- [PROBLEM STATEMENT] Please repeat every entry exactly as given, apart from dropping the images.

- [EXERCISE DATA]
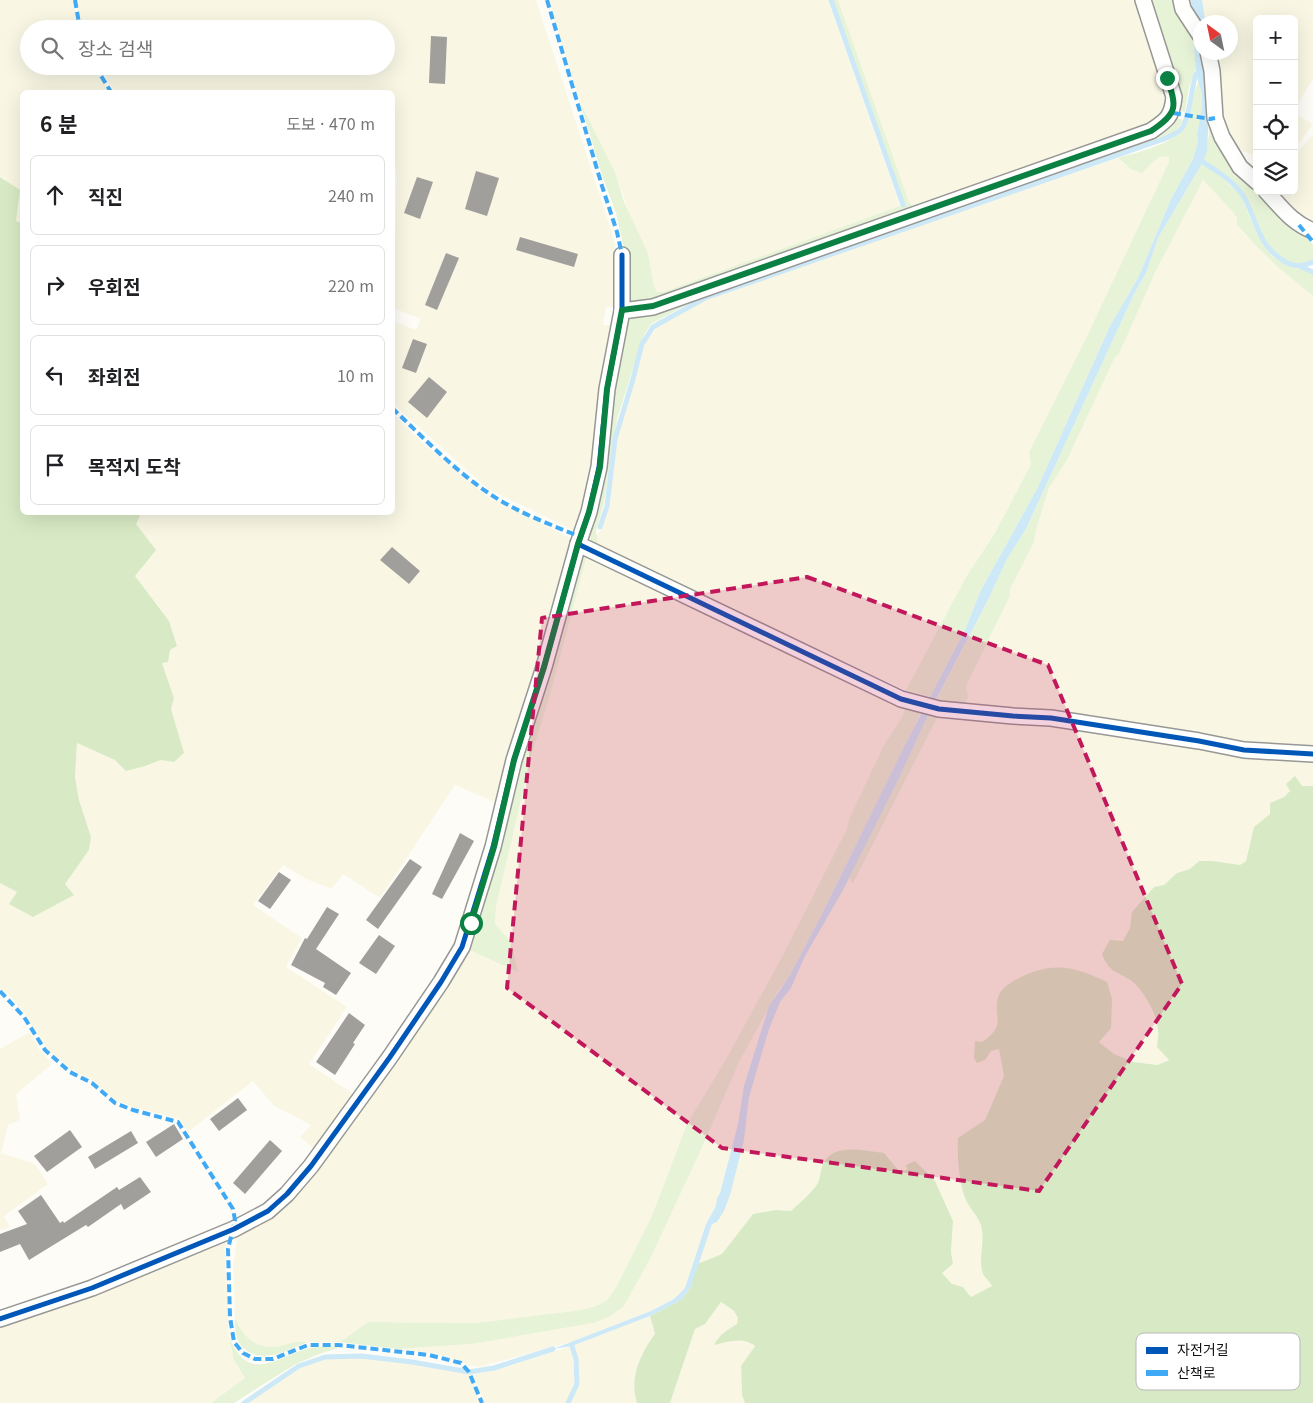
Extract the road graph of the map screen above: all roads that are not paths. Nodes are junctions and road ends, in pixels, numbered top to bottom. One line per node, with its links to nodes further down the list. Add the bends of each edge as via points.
1 (1143, 0): 9 (street, via 1174,97 1173,113 1151,131 653,306)
2 (1181, 0): 3 (street)
3 (1193, 25)
4 (1210, 60): 5 (street, via 1215,118 1222,137 1240,166)
5 (1253, 178)
6 (1270, 195): 7 (street, via 1299,225)
7 (1313, 231)
8 (622, 255): 9 (street)
9 (622, 310): 10 (street, via 607,389 600,467)
10 (578, 544): 11 (street, via 902,698 928,706 1051,718 1244,750); 12 (street, via 514,760 491,857 462,947 405,1035 311,1166 268,1212 234,1229 92,1288)
11 (1313, 754)
12 (0, 1319)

- [SOLUTION]
Extract the road graph of the map screen above: all roads that are not paths. Nodes are junctions and road ends, in pixels, numbered top to bottom. One line per node, with its links to nodes further down the list. Add the bends of each edge as via points.
1 (1143, 0): 9 (street, via 1174,97 1173,113 1151,131 653,306)
2 (1181, 0): 3 (street)
3 (1193, 25)
4 (1210, 60): 5 (street, via 1215,118 1222,137 1240,166)
5 (1253, 178)
6 (1270, 195): 7 (street, via 1299,225)
7 (1313, 231)
8 (622, 255): 9 (street)
9 (622, 310): 10 (street, via 607,389 600,467)
10 (578, 544): 11 (street, via 902,698 928,706 1051,718 1244,750); 12 (street, via 514,760 491,857 462,947 405,1035 311,1166 268,1212 234,1229 92,1288)
11 (1313, 754)
12 (0, 1319)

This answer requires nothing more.